My life was essentially on autopilot. My oncology practice was very successful; in fact, too successful. All my time and energy was devoted to keeping pace with the increasing demands of the profession. Other pursuits, be they personal or professional, always seemed to take a back seat. My main unfulfilled passion was writing.

On January 7, 2011, everything changed. I had a new bovine aortic valve and three new coronary artery grafts. A life altering event, to say the least. Fortunately my recovery has been uneventful, and I had no evidence of muscle injury. So I’m extremely grateful for the pre-emptive surgery, and since I’m back to work on a part time basis, I now can devote some of my attention to writing.

For the past several years, a colleague, trusted advisor and friend of mine, Gregg Masters, had been prodding me to “just do it”, i.e., just start blogging, podcasting and life streaming my experiences in Medicine. He pointed out the value of my 36 years in clinical practice of hematology and medical oncology as 'elder wisdom' currency in relative short supply. In truth, there is certainly a lot to write about as the clinical knowledge base has grown enormously, to the point where management of all this information requires computers. Fortunately, technology has developed at a rapid rate also so that we can not only mine all this data to obtain meaningful information, but better disseminate it to each other, health plans (including government) and especially our patients. With the advent of social media including Twitter, Facebook and You Tube, this flow of information becomes a two way street allowing physicians to listen as well as talk. On a personal note, my wife published daily status updates during my surgery and through the post-operative period on a website called Caringbridge. She posted pictures as well as narrative. Colleagues, relatives, friends and patients had a window opened to them as to how I was doing, and they in turn wrote back notes of encouragement that touched me deeply.

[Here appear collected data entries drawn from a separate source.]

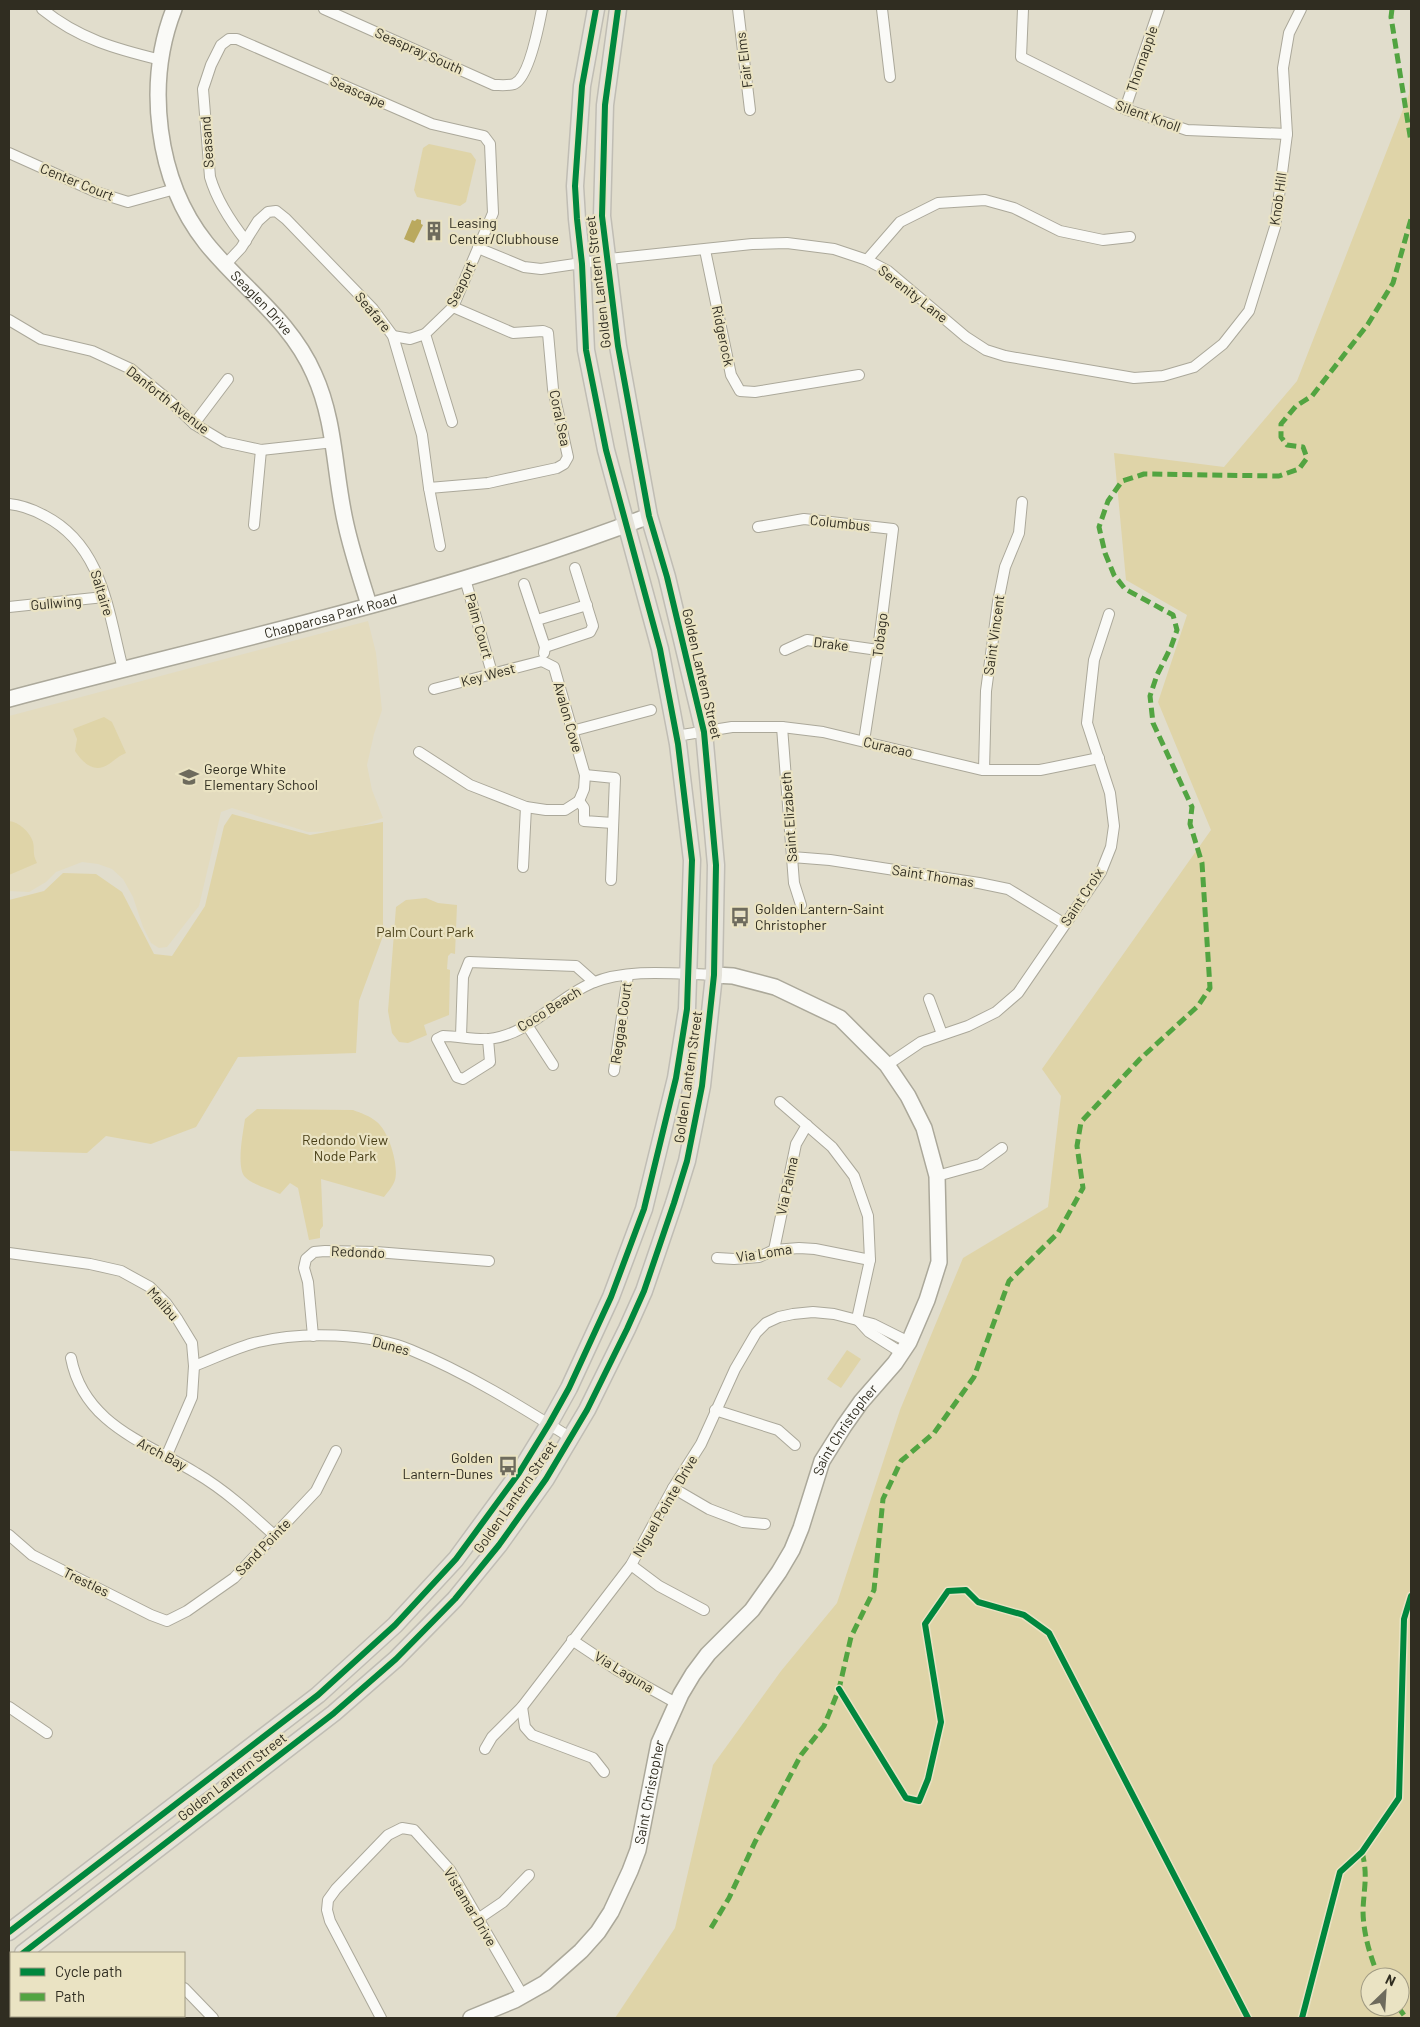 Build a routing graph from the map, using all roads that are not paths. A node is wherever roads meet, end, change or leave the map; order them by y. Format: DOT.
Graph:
graph roads {
  1 [pos="42,9"];
  2 [pos="174,9"];
  3 [pos="324,9"];
  4 [pos="542,9"];
  5 [pos="596,9"];
  6 [pos="618,9"];
  7 [pos="738,9"];
  8 [pos="882,9"];
  9 [pos="1023,9"];
  10 [pos="1159,9"];
  11 [pos="1301,9"];
  12 [pos="228,39"];
  13 [pos="161,60"];
  14 [pos="890,77"];
  15 [pos="1125,109"];
  16 [pos="750,110"];
  17 [pos="1286,134"];
  18 [pos="488,139"];
  19 [pos="9,153"];
  20 [pos="175,189"];
  21 [pos="1130,237"];
  22 [pos="246,241"];
  23 [pos="478,248"];
  24 [pos="705,250"];
  25 [pos="608,259"];
  26 [pos="867,260"];
  27 [pos="226,264"];
  28 [pos="582,264"];
  29 [pos="453,307"];
  30 [pos="9,320"];
  31 [pos="425,334"];
  32 [pos="393,336"];
  33 [pos="1194,366"];
  34 [pos="860,375"];
  35 [pos="228,379"];
  36 [pos="452,422"];
  37 [pos="194,424"];
  38 [pos="334,442"];
  39 [pos="261,450"];
  40 [pos="428,488"];
  41 [pos="1022,502"];
  42 [pos="9,504"];
  43 [pos="649,516"];
  44 [pos="254,525"];
  45 [pos="625,525"];
  46 [pos="758,527"];
  47 [pos="893,529"];
  48 [pos="440,546"];
  49 [pos="575,568"];
  50 [pos="465,579"];
  51 [pos="524,584"];
  52 [pos="104,597"];
  53 [pos="369,605"];
  54 [pos="586,605"];
  55 [pos="9,607"];
  56 [pos="1109,614"];
  57 [pos="537,620"];
  58 [pos="545,647"];
  59 [pos="785,650"];
  60 [pos="878,650"];
  61 [pos="542,661"];
  62 [pos="123,669"];
  63 [pos="492,673"];
  64 [pos="434,689"];
  65 [pos="9,699"];
  66 [pos="651,710"];
  67 [pos="782,728"];
  68 [pos="572,731"];
  69 [pos="704,732"];
  70 [pos="676,736"];
  71 [pos="864,741"];
  72 [pos="419,752"];
  73 [pos="1099,758"];
  74 [pos="984,770"];
  75 [pos="585,775"];
  76 [pos="579,801"];
  77 [pos="526,807"];
  78 [pos="613,823"];
  79 [pos="792,857"];
  80 [pos="523,867"];
  81 [pos="611,880"];
  82 [pos="801,905"];
  83 [pos="1065,924"];
  84 [pos="689,974"];
  85 [pos="628,975"];
  86 [pos="714,975"];
  87 [pos="594,982"];
  88 [pos="929,999"];
  89 [pos="526,1026"];
  90 [pos="942,1034"];
  91 [pos="461,1036"];
  92 [pos="488,1039"];
  93 [pos="553,1065"];
  94 [pos="887,1065"];
  95 [pos="614,1071"];
  96 [pos="780,1102"];
  97 [pos="807,1125"];
  98 [pos="1002,1148"];
  99 [pos="937,1176"];
  100 [pos="774,1250"];
  101 [pos="9,1253"];
  102 [pos="717,1258"];
  103 [pos="870,1260"];
  104 [pos="490,1261"];
  105 [pos="857,1319"];
  106 [pos="313,1336"];
  107 [pos="906,1348"];
  108 [pos="71,1358"];
  109 [pos="194,1366"];
  110 [pos="715,1410"];
  111 [pos="549,1424"];
  112 [pos="571,1438"];
  113 [pos="795,1445"];
  114 [pos="336,1451"];
  115 [pos="166,1457"];
  116 [pos="673,1488"];
  117 [pos="765,1524"];
  118 [pos="274,1535"];
  119 [pos="9,1536"];
  120 [pos="631,1565"];
  121 [pos="704,1610"];
  122 [pos="167,1621"];
  123 [pos="572,1640"];
  124 [pos="676,1704"];
  125 [pos="9,1707"];
  126 [pos="522,1707"];
  127 [pos="47,1733"];
  128 [pos="485,1749"];
  129 [pos="604,1772"];
  130 [pos="529,1876"];
  131 [pos="478,1919"];
  132 [pos="9,1932"];
  133 [pos="24,1952"];
  134 [pos="185,1989"];
  135 [pos="523,1996"];
  136 [pos="213,2018"];
  137 [pos="381,2018"];
  138 [pos="471,2018"];
  1 -- 13 [label="street"];
  2 -- 13 [label="street, Seaglen Drive"];
  3 -- 4 [label="street, Seaspray South"];
  5 -- 28 [label="main road, Golden Lantern Street"];
  6 -- 25 [label="main road, Golden Lantern Street"];
  7 -- 16 [label="street, Fair Elms"];
  8 -- 14 [label="street"];
  9 -- 15 [label="street, Silent Knoll"];
  10 -- 15 [label="street, Thornapple"];
  11 -- 17 [label="street, Knob Hill"];
  12 -- 18 [label="street, Seascape"];
  12 -- 22 [label="street, Seasand"];
  13 -- 20 [label="street, Seaglen Drive"];
  15 -- 17 [label="street, Silent Knoll"];
  17 -- 33 [label="street, Knob Hill"];
  18 -- 23 [label="street, Seaport"];
  19 -- 20 [label="street, Center Court"];
  20 -- 27 [label="street, Seaglen Drive"];
  21 -- 26 [label="street"];
  22 -- 27 [label="street, Seafare"];
  22 -- 32 [label="street, Seafare"];
  23 -- 28 [label="street, Serenity Lane"];
  23 -- 29 [label="street, Seaport"];
  24 -- 25 [label="street, Serenity Lane"];
  24 -- 26 [label="street, Serenity Lane"];
  24 -- 34 [label="street, Ridgerock"];
  25 -- 28 [label="street, Serenity Lane"];
  25 -- 43 [label="main road, Golden Lantern Street"];
  26 -- 33 [label="street, Serenity Lane"];
  27 -- 38 [label="street, Seaglen Drive"];
  28 -- 45 [label="main road, Golden Lantern Street"];
  29 -- 31 [label="street, Seaport"];
  29 -- 40 [label="street, Coral Sea"];
  30 -- 37 [label="street, Danforth Avenue"];
  31 -- 32 [label="street"];
  31 -- 36 [label="street"];
  32 -- 40 [label="street, Seafare"];
  35 -- 37 [label="street"];
  37 -- 39 [label="street, Danforth Avenue"];
  38 -- 39 [label="street, Danforth Avenue"];
  38 -- 53 [label="street, Seaglen Drive"];
  39 -- 44 [label="street"];
  40 -- 48 [label="street, Seafare"];
  41 -- 74 [label="street, Saint Vincent"];
  42 -- 52 [label="street, Saltaire"];
  43 -- 45 [label="street, Chapparosa Park Road"];
  43 -- 69 [label="main road, Golden Lantern Street"];
  45 -- 50 [label="street, Chapparosa Park Road"];
  45 -- 70 [label="main road, Golden Lantern Street"];
  46 -- 47 [label="street, Columbus"];
  47 -- 60 [label="street, Tobago"];
  49 -- 54 [label="street"];
  50 -- 53 [label="street, Chapparosa Park Road"];
  50 -- 63 [label="street, Palm Court"];
  51 -- 57 [label="street"];
  52 -- 55 [label="street, Gullwing"];
  52 -- 62 [label="street, Saltaire"];
  53 -- 62 [label="street, Chapparosa Park Road"];
  54 -- 57 [label="street"];
  54 -- 58 [label="street"];
  56 -- 73 [label="street, Saint Croix"];
  57 -- 58 [label="street"];
  58 -- 61 [label="street"];
  59 -- 60 [label="street, Drake"];
  60 -- 71 [label="street, Tobago"];
  61 -- 63 [label="street, Key West"];
  61 -- 68 [label="street, Avalon Cove"];
  62 -- 65 [label="street, Chapparosa Park Road"];
  63 -- 64 [label="street, Key West"];
  66 -- 68 [label="street"];
  67 -- 69 [label="street, Curacao"];
  67 -- 71 [label="street, Curacao"];
  67 -- 79 [label="street, Saint Elizabeth"];
  68 -- 75 [label="street, Avalon Cove"];
  69 -- 70 [label="street, Curacao"];
  69 -- 86 [label="main road, Golden Lantern Street"];
  70 -- 84 [label="main road, Golden Lantern Street"];
  71 -- 74 [label="street, Curacao"];
  72 -- 77 [label="street"];
  73 -- 74 [label="street, Curacao"];
  73 -- 83 [label="street, Saint Croix"];
  75 -- 76 [label="street, Avalon Cove"];
  75 -- 78 [label="street"];
  76 -- 77 [label="street"];
  76 -- 78 [label="street"];
  77 -- 80 [label="street"];
  78 -- 81 [label="street"];
  79 -- 82 [label="street, Saint Elizabeth"];
  79 -- 83 [label="street, Saint Thomas"];
  83 -- 90 [label="street, Saint Croix"];
  84 -- 85 [label="street, Saint Christopher"];
  84 -- 86 [label="street, Saint Christopher"];
  84 -- 111 [label="main road, Golden Lantern Street"];
  85 -- 87 [label="street, Saint Christopher"];
  85 -- 95 [label="street, Reggae Court"];
  86 -- 94 [label="street, Saint Christopher"];
  86 -- 112 [label="main road, Golden Lantern Street"];
  87 -- 89 [label="street, Coco Beach"];
  87 -- 91 [label="street"];
  88 -- 90 [label="street"];
  89 -- 92 [label="street, Coco Beach"];
  89 -- 93 [label="street"];
  90 -- 94 [label="street, Saint Croix"];
  91 -- 92 [label="street, Coco Beach"];
  91 -- 92 [label="street, Coco Beach"];
  94 -- 99 [label="street, Saint Christopher"];
  96 -- 97 [label="street"];
  97 -- 100 [label="street, Via Palma"];
  97 -- 103 [label="street"];
  98 -- 99 [label="street"];
  99 -- 107 [label="street, Saint Christopher"];
  100 -- 102 [label="street, Via Loma"];
  100 -- 103 [label="street, Via Loma"];
  101 -- 109 [label="street, Malibu"];
  103 -- 105 [label="street"];
  104 -- 106 [label="street, Redondo"];
  105 -- 107 [label="street"];
  105 -- 110 [label="street, Niguel Pointe Drive"];
  106 -- 109 [label="street, Dunes"];
  106 -- 111 [label="street, Dunes"];
  107 -- 124 [label="street, Saint Christopher"];
  108 -- 115 [label="street, Arch Bay"];
  109 -- 115 [label="street, Malibu"];
  110 -- 113 [label="street"];
  110 -- 116 [label="street, Niguel Pointe Drive"];
  111 -- 112 [label="street, Dunes"];
  111 -- 132 [label="main road, Golden Lantern Street"];
  112 -- 133 [label="main road, Golden Lantern Street"];
  114 -- 118 [label="street, Sand Pointe"];
  115 -- 118 [label="street, Arch Bay"];
  116 -- 117 [label="street"];
  116 -- 120 [label="street, Niguel Pointe Drive"];
  118 -- 122 [label="street, Sand Pointe"];
  119 -- 122 [label="street, Trestles"];
  120 -- 121 [label="street"];
  120 -- 123 [label="street, Niguel Pointe Drive"];
  123 -- 124 [label="street, Via Laguna"];
  123 -- 126 [label="street, Niguel Pointe Drive"];
  124 -- 135 [label="street, Saint Christopher"];
  125 -- 127 [label="street"];
  126 -- 128 [label="street, Niguel Pointe Drive"];
  126 -- 129 [label="street"];
  130 -- 131 [label="street"];
  131 -- 135 [label="street, Vistamar Drive"];
  131 -- 137 [label="street, Vistamar Drive"];
  134 -- 136 [label="street"];
  135 -- 138 [label="street, Saint Christopher"];
} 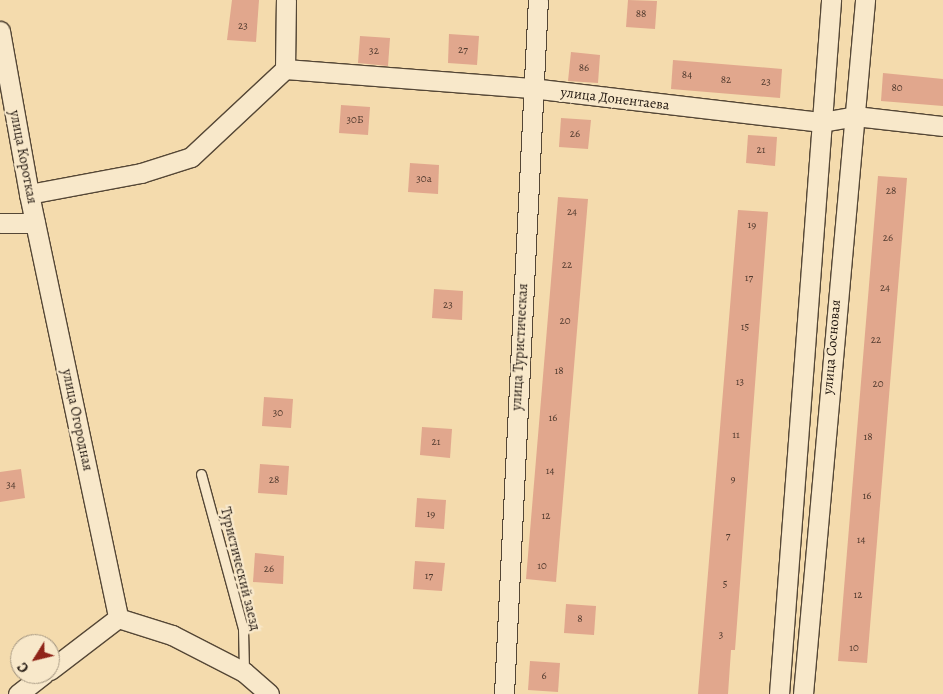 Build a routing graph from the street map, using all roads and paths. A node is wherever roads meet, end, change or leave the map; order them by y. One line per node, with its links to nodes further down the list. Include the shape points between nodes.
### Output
1 (286, 0): 6 (street)
2 (538, 0): 7 (street, улица Туристическая)
3 (832, 0): 9 (street, улица Сосновая)
4 (864, 0): 8 (street, улица Сосновая)
5 (0, 31): 11 (street, улица Короткая)
6 (285, 69): 7 (street, улица Донентаева); 11 (street, via 191,157 141,173)
7 (531, 88): 9 (street, улица Донентаева); 21 (street, улица Туристическая)
8 (855, 116): 9 (street, улица Донентаева); 10 (street, улица Донентаева); 23 (street, улица Сосновая)
9 (822, 122): 22 (street, улица Сосновая)
10 (943, 126)
11 (29, 194): 13 (street, улица Короткая)
12 (0, 223): 13 (street)
13 (36, 223): 15 (street, улица Огородная)
14 (201, 474): 17 (lane, Туристический заезд, via 243,629)
15 (118, 618): 16 (street); 17 (street, via 172,635)
16 (60, 662)
17 (244, 672): 20 (street)
18 (31, 684): 19 (street)
19 (18, 694)
20 (269, 694)
21 (504, 694)
22 (779, 694)
23 (803, 694)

When Gregg and I thought about it, his background not only in 'web 2.0' (social media) but perhaps more significantly his considerable experience in the business aspects of medicine brings value into the conversation as well. In today’s environment, physicians are constantly reminded that we not only are responsible for all aspects of caring for patients, but we are running a business as well. Years ago, I remember reading an excellent book called “The E-Myth Physician” by Michael Gerber. One of the chapters was devoted to the subject of “Money”. So Gregg’s knowledge complements my clinical background resulting in the birth of JustOncology.com.

Certainly there is no shortage of topics to discuss. Utilizing a variety of media: blogging (which addresses my passion for writing), audio and visual interviews with as many of the stakeholders in cancer care as possible, we hope to provide a forum for discussion of problems facing us. From these interactions, the desired outcome is to identify solutions that can only come from a collaborative effort.